▶ [ASSIGNED TASK]
Among the lines listed below, count those that include the string "Megyeri", and state only the count.

[Collected data entries]
* * * *

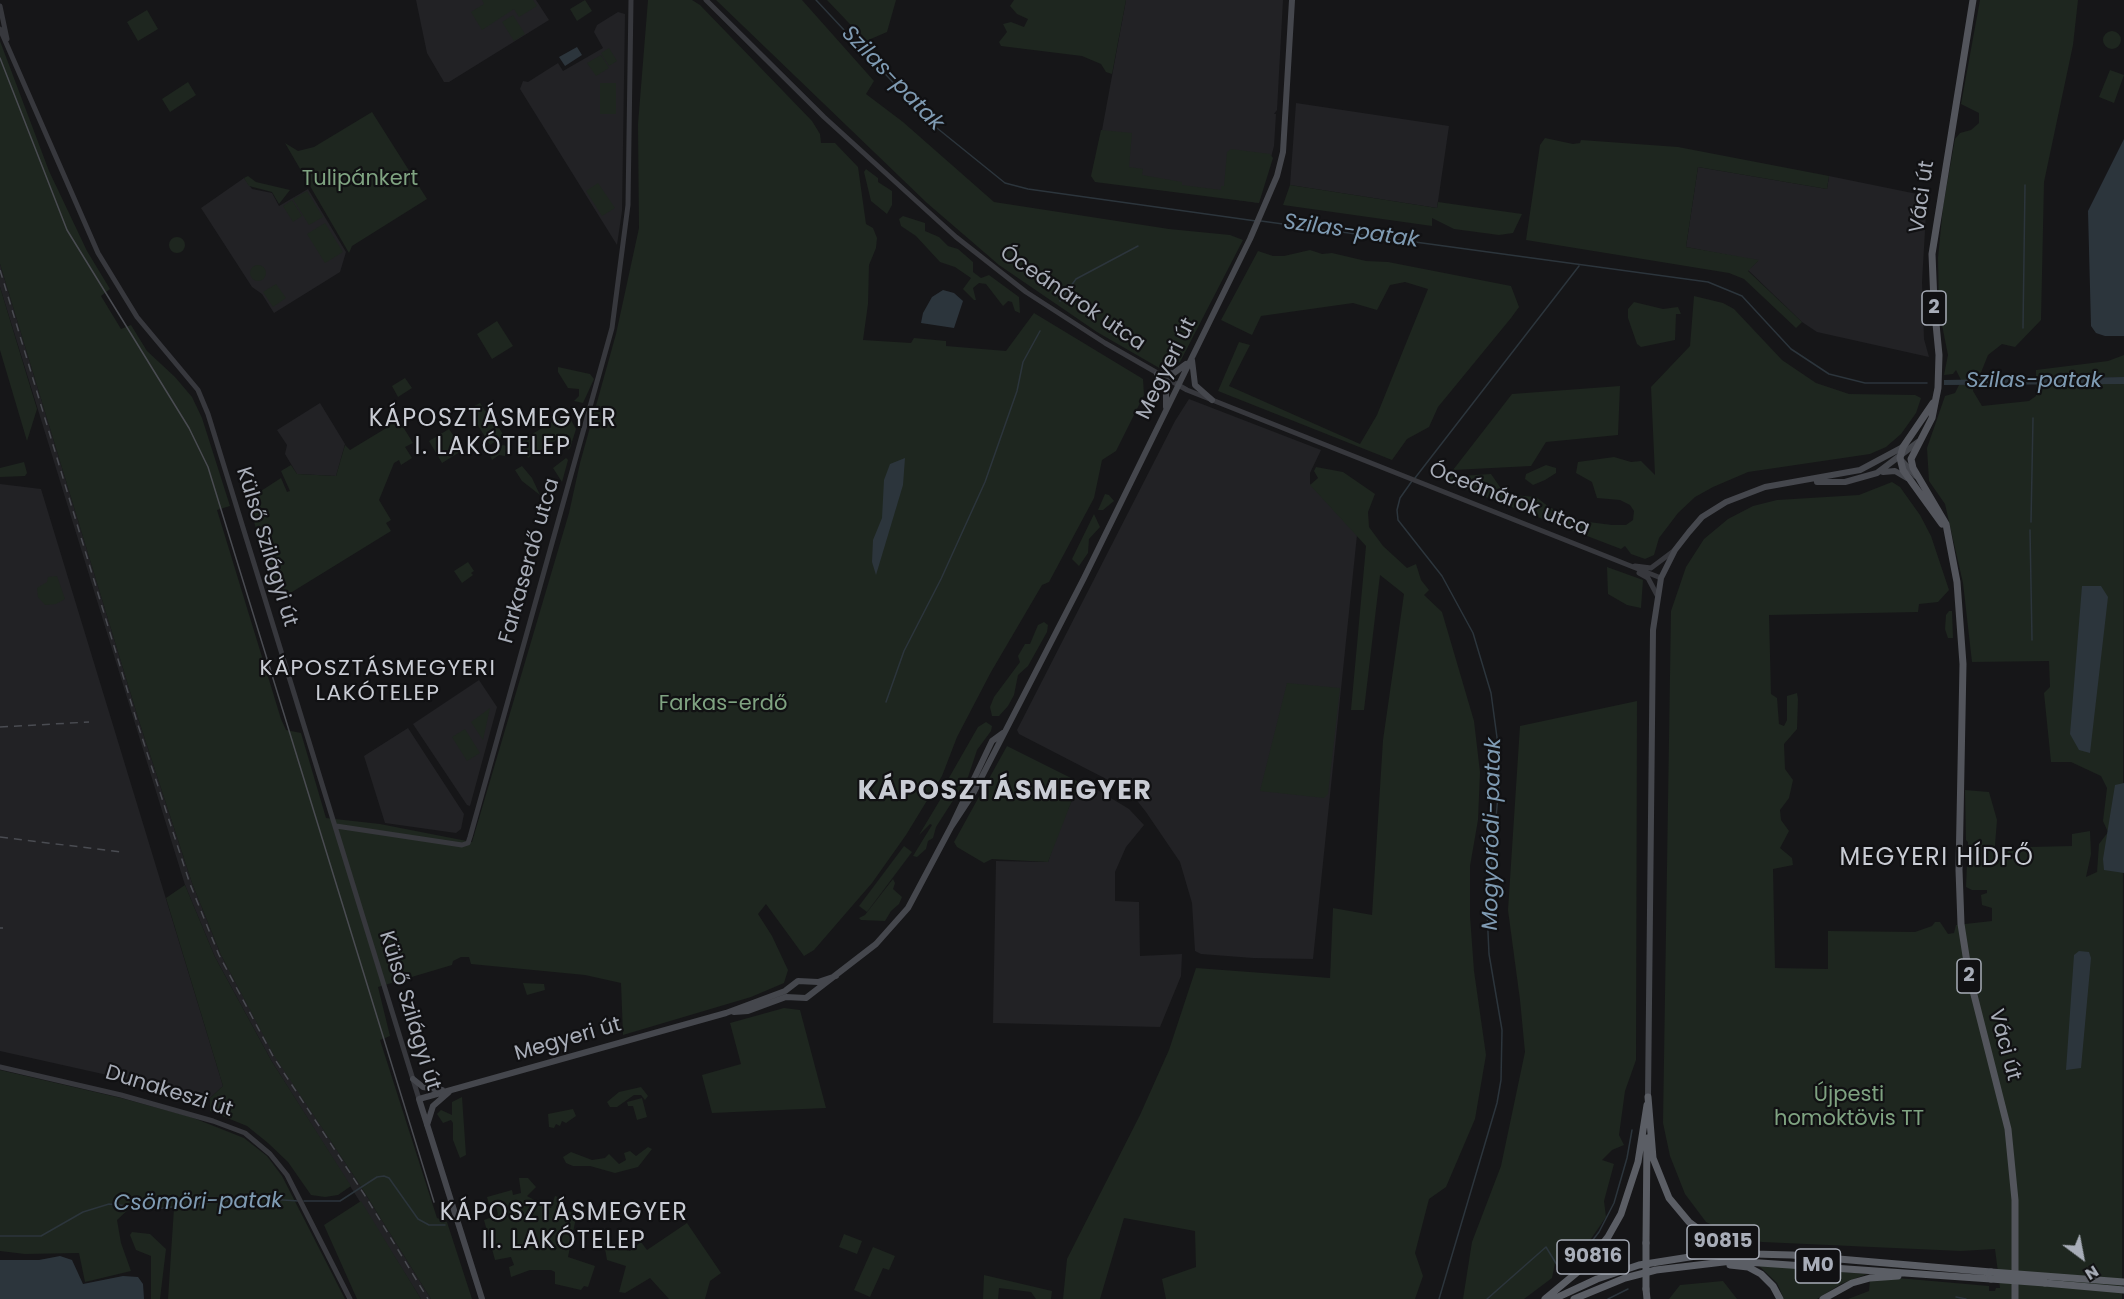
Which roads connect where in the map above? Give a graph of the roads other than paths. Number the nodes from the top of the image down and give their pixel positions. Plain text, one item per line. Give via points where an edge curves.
1 (631, 0) edge
2 (706, 0) edge
3 (1292, 0) edge
4 (1973, 0) edge
5 (0, 6) edge
6 (0, 29) edge
7 (8, 46) junction
8 (1191, 357) junction
9 (1157, 374) junction
10 (1178, 386) junction
11 (1212, 400) junction
12 (1935, 400) junction
13 (1164, 414) junction
14 (1919, 442) junction
15 (1903, 447) junction
16 (1888, 457) junction
17 (1900, 458) junction
18 (1877, 473) junction
19 (1811, 481) junction
20 (1921, 481) junction
21 (1913, 484) junction
22 (1951, 549) junction
23 (1675, 550) junction
24 (1628, 566) junction
25 (1661, 578) junction
26 (1657, 595) junction
27 (336, 826) junction
28 (836, 976) junction
29 (808, 983) junction
30 (792, 987) junction
31 (810, 994) junction
32 (795, 997) junction
33 (726, 1013) junction
34 (0, 1067) edge
35 (413, 1078) junction
36 (452, 1090) junction
37 (1648, 1097) junction
38 (419, 1099) junction
39 (427, 1125) junction
40 (1792, 1255) junction
41 (1719, 1262) junction
42 (1918, 1274) junction
43 (1991, 1275) junction
44 (2124, 1282) edge
45 (2124, 1290) edge
46 (350, 1299) edge
47 (482, 1299) edge
48 (1545, 1299) edge
49 (1554, 1299) edge
50 (1574, 1299) edge
51 (1647, 1299) edge
52 (1780, 1299) edge
53 (1823, 1299) edge
54 (2015, 1299) edge

1 - 27 street, Farkaserdő utca via 628,205 612,328 468,843
2 - 9 street, Óceánárok utca via 824,117 956,237 1059,315
3 - 8 main road, Megyeri út via 1281,165 1263,211
4 - 12 main road, Váci út / 2 via 1933,247 1939,375
5 - 7 street, Külső Szilágyi út
6 - 7 street, Külső Szilágyi út
7 - 27 street, Külső Szilágyi út via 98,253 137,317 202,397
8 - 9 main road via 1178,371
8 - 10 main road, Megyeri út
8 - 11 main road via 1193,382
9 - 10 street, Óceánárok utca
9 - 13 main road via 1166,391
10 - 11 street, Óceánárok utca
10 - 13 main road, Megyeri út
11 - 24 street, Óceánárok utca
12 - 14 main road, Váci út / 2 via 1932,418
12 - 15 main road, Váci út / 2
13 - 28 main road, Megyeri út via 1084,578 1003,733 992,741 913,898 870,950
14 - 17 main road
14 - 20 main road, Váci út / 2 via 1911,459
15 - 16 main road
15 - 17 main road, Váci út / 2
16 - 17 main road
16 - 19 main road via 1860,470
17 - 18 main road
17 - 20 main road
17 - 21 main road, Váci út / 2
18 - 19 main road via 1845,482
18 - 21 main road via 1895,471
19 - 23 main road via 1765,487 1726,502 1702,517
20 - 22 main road, Váci út / 2 via 1944,519
21 - 22 main road, Váci út / 2 via 1936,514
22 - 54 main road, Váci út / 2 via 1963,656 1961,924 1969,975 2008,1129 2015,1200
23 - 24 street via 1651,568
23 - 25 main road
24 - 25 street, Óceánárok utca
24 - 26 street via 1648,578
25 - 26 main road
26 - 37 main road via 1653,630
27 - 35 street, Külső Szilágyi út
28 - 29 main road, Megyeri út
28 - 31 main road, Megyeri út
29 - 30 main road, Megyeri út via 800,980
29 - 31 main road
30 - 32 main road
30 - 33 main road, Megyeri út
31 - 32 main road, Megyeri út via 801,1000
32 - 33 main road, Megyeri út via 748,1011
33 - 36 main road, Megyeri út
34 - 46 street, Dunakeszi út via 73,1082 231,1127 252,1139 270,1154 299,1197
35 - 36 main road via 428,1089
35 - 38 street, Külső Szilágyi út
36 - 38 main road, Megyeri út
36 - 39 main road via 433,1106
37 - 40 highway, 90815 via 1653,1158 1662,1185 1677,1210 1719,1241
37 - 48 highway, 90816 via 1638,1162 1621,1214 1586,1265
37 - 51 highway, bridge
38 - 39 main road, Külső Szilágyi út
39 - 47 main road, Külső Szilágyi út
40 - 43 highway, M0
40 - 49 highway, M0 via 1715,1253 1656,1261 1606,1275
41 - 42 highway, M0 via 1779,1262
41 - 50 highway, M0 via 1640,1274
41 - 52 highway via 1748,1267 1761,1274
42 - 43 highway, M0
42 - 53 highway via 1870,1278 1842,1287
43 - 44 highway, M0, bridge
43 - 45 highway, M0, bridge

* * * *

▶ [RESULT FOR THIS TASK]
12